Which anticoagulation intensity works best for Asians with mitral stenosis?


The standard intensity for anticoagulation is enough to protect adult southeast Asians with moderate-to-severe rheumatic mitral stenosis (MS) against thromboembolism, with an acceptable risk of major bleeding, according to a study.
High-intensity anticoagulation also prevents thromboembolism but with more major bleeding.
“The standard anticoagulation intensity is an optimal range for Asian population with moderate-to-severe rheumatic MS,” the researchers said.
A total of 933 patients (mean age 56.1 years) were included, with a mean follow-up of 3.8 years and 23,700 international normalized ratio (INR) values. During follow-up, 149 thromboembolic events (4.2 per 100 patient-years) and 132 major bleeding events (3.7 per 100 patient-years) occurred. [Br J Clin Pharmacol 2025;91:2273-2282]
An INR of 2.50–2.99 showed the lowest net adverse clinical events (NACE), with no significant difference between INR 2.00–2.49 and 3.00–3.50. NACE were similar (incidence rate ratio [IRR], 0.99, 95 percent confidence interval [CI], 0.66–1.54; p=0.99) between standard (2.0–3.0) and high-intensity INR (2.5–3.5).
However, standard INR resulted in a higher incidence of thromboembolism compared with high-intensity INR (IRR, 2.49, 95 percent CI, 1.13–6.23; p=0.013), but major bleeding was lower (IRR, 0.57, 95 percent CI, 0.35–0.98; p=0.045).
Intracranial haemorrhage rates did not significantly differ between the two INR intensities.

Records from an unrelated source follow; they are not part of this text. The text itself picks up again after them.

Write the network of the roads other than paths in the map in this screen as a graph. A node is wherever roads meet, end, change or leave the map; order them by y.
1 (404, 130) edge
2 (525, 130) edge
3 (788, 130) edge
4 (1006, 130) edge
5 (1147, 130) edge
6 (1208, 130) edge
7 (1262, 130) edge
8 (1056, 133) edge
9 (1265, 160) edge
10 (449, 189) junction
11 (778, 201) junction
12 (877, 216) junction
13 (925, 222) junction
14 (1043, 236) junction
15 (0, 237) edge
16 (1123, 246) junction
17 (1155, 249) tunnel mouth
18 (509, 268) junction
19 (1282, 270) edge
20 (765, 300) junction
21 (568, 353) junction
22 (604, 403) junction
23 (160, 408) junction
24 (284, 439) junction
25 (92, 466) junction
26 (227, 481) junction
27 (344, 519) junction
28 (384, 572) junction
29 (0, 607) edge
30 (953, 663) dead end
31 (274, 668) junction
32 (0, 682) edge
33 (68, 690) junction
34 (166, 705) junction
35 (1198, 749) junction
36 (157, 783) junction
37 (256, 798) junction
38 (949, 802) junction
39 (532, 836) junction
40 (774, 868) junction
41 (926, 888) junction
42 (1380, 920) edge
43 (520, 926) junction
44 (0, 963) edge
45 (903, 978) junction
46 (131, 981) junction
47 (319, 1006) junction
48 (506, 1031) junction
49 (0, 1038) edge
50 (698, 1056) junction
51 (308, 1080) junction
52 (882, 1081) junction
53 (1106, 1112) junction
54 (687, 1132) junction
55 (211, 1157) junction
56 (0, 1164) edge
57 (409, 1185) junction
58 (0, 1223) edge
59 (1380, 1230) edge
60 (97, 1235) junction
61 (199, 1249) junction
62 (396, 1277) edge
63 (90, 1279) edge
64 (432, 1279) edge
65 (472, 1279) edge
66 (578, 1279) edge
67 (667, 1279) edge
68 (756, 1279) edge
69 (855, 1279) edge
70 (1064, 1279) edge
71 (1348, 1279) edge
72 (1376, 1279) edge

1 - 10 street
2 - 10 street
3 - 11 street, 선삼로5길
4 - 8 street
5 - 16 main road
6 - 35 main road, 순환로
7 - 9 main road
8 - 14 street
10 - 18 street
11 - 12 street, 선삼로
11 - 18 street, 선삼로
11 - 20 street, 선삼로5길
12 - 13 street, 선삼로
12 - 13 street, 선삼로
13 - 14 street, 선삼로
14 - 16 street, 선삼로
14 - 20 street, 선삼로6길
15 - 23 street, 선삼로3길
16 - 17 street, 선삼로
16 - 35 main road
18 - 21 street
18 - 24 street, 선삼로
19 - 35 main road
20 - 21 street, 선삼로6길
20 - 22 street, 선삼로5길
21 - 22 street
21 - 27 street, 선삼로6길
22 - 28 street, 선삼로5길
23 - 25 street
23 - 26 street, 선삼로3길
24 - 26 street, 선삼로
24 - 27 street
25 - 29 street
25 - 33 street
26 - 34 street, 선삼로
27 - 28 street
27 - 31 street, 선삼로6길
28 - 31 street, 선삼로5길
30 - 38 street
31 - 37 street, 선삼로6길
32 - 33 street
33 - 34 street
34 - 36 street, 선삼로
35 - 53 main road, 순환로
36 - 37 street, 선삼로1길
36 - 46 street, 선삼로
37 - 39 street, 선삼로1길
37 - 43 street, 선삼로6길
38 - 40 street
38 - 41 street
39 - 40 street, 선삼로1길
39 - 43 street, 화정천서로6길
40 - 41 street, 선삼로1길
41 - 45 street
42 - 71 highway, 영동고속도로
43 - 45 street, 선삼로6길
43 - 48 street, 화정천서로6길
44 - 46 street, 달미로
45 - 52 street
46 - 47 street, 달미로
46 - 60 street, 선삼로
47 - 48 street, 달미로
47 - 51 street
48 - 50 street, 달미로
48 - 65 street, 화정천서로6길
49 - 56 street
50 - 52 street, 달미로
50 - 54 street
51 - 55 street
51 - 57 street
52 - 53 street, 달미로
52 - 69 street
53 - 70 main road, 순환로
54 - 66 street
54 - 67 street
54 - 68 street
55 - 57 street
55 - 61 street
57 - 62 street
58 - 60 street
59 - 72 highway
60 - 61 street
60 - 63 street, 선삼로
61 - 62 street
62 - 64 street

“In terms of anticoagulation intensity, our study lends support to the standard intensity INR (2.0–3.0) recommended by international guidelines, which provides protection against thromboembolism while minimizing the risk of major bleeding,” the researchers said. [Circulation 2021;143:e72-e227; Chest 2018;154:1121-1201; Eur Heart J 2021;42:373-498]
Two previous studies also suggested an INR target range of 2.0–3.0, which was confirmed by the results of the present study. [Thromb Haemost 2003;89:760-764; J Med Assoc Thai 2019;102:904-910]
High intensity
In subgroup analysis, patients aged <65 years and those with coexisting atrial fibrillation (AF) appeared to derive benefits from high-intensity INR.
“Since the risk of thromboembolism in valvular AF is known to be higher than nonvalvular AF, higher intensity INR seems like a logical approach in these high-risk patients,” the researchers said. “At the other end of the spectrum, based on the results of our study, high-intensity INR should not be used in patients who have a prior history of bleeding.”
Regardless of the INR target selected, maintaining time in therapeutic range of >65 percent is necessary for warfarin to effectively protect against stroke while minimizing the risk of bleeding. [Chest 2018;154:1121-1201]
“In rural or remote areas, various strategies should be implemented to ensure close monitoring, such as using a portable INR device, which can be performed locally with remote guidance by experienced clinicians,” the researchers said.
Participants
The current multicentre, retrospective study examined patients with MS who had not undergone valve replacement or repair and required long-term warfarin therapy at two hospitals in Thailand from 2013 to 2018. Thromboembolism and major bleeding were the primary outcomes. Researchers then compared the IRRs for these events at each level of anticoagulation intensity.
“Moderate-to-severe MS patients living in low-to-middle-income countries often have poorer outcomes compared to high-income countries due to limited access or prolonged waiting time for corrective surgery,” according to the researchers. [Circulation 2014;129:1568-1576]
Moreover, “these patients commonly suffer from AF induced by valve diseases. Coexistence of AF and MS places these patients at very high risk of stroke and systemic embolism,” they added.